Isaiah 3:23. The glasses—polished reflectors of copper or mixed metals. Glass was not discovered till about fifty years before the birth of our Saviour.

REFLECTIONS.

During the long and peaceful reign of Uzziah, the Hebrews had improved their agriculture and commerce, and wantonly indulged themselves in luxuries, horses and carriages. The prophet therefore was led to foresee their calamities, that God would punish waste with want, pride with humiliation, and incorrigible crimes with the sword of the Chaldees. 2 Kings 24, 25. Their bribery and corruption, in obtaining places of trust and dignity, he would punish by making those rulers anxious to transfer their power to any one, that the evil might not dishonour their own name. The equity of God’s national visitations was founded on the greatness of their sin; the infidel character of their conversion, and the reigning habits of vice had long caused them to cease from blushing. They showed, as the people of Sodom, a daring affront; they gloried in the insults they had offered to modesty and conscience, and mocked both piety and vengeance.
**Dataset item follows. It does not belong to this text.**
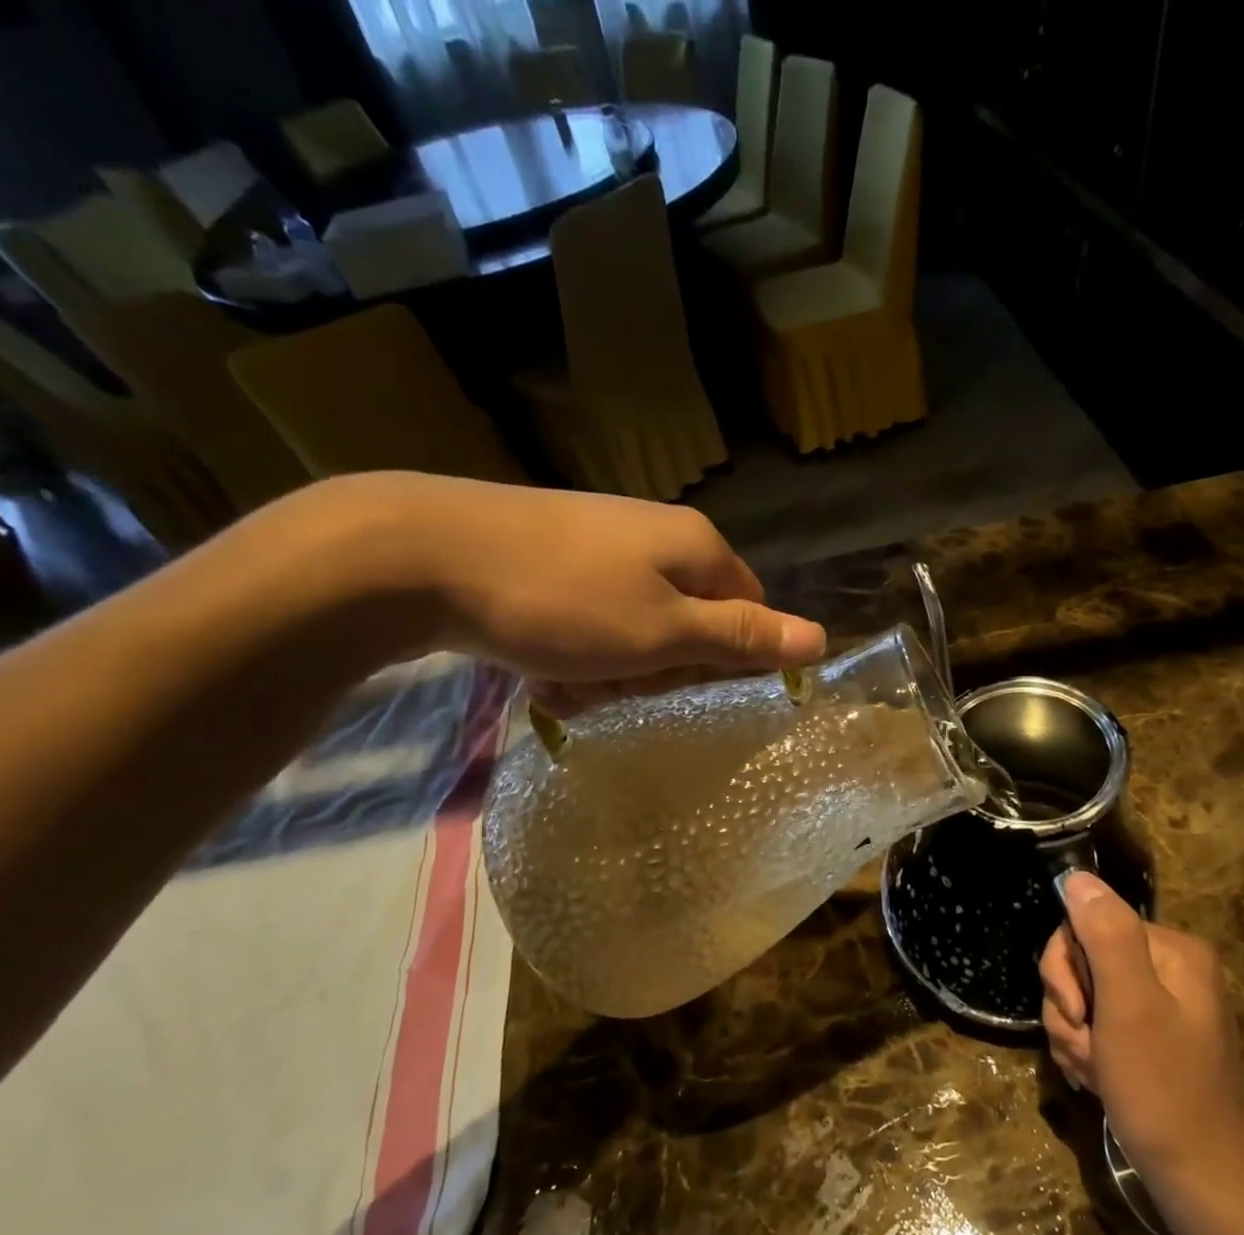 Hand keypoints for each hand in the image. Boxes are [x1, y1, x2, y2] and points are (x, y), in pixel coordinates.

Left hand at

The women, in the more fashionable circles of Jerusalem, contributed not less than men towards the ruin of their country. Their haughty airs, their wanton eyes, their mincing gait, which dispersed the perfumes in their shoes, accompanied with offensive dresses, all mark the awful stage of corruption to which they had arrived.—And who in reading this portrait can forbear thinking of the ladies in London, Paris, and in all the polished circles of Europe. Their education, their course of reading, their monthly changes of dress, their nocturnal pleasures, with their total effeminacy and dissipation, announce them to be in a situation which cannot be far distant from punishment. And how striking, how mortifying are the characters of that punishment! Instead of beauty and fine tresses of hair, there should be baldness, and a shriveled mien. Instead of Indian perfumes, there should be the effluvia of disease. Instead of fashionable dresses, there should be sackcloth. Their husbands and paramours should fall by the sword, and burning should follow beauty, when those delicate ladies, whose fingers disdained to touch domestic labour, should be compelled to work in the field. What shall mortals say of the Lord’s judgments? Our sins indeed are great; but is there no remedy? Are we glutted with wealth, and cursed with pleasure? Is there no way to check the gay and giddy crowd? Is there no gospel which can persuade, and no paternal rod which can prevent a greater destruction. Are we lost, irretrievably lost? Must we then sink with gay indifference down to everlasting fire? Oh Lord, in the midst of wrath remember mercy.—The first verse of the fourth chapter should be added here. The daughters of Zion who knew not what to do with themselves in pride and prosperity, shall not know what to do with themselves in adversity. Husbands failing because of slaughter, seven of them, a certain for an uncertain number, shall claim and beg protection from one man on the abject condition of feeding and clothing themselves. Hence it appears that polygamy, which has no foundation in nature, often originated in the great slaughter of men. Besides, they might do this not only to take away their reproach, but to protect them against being seized more dishonourably by the heathen.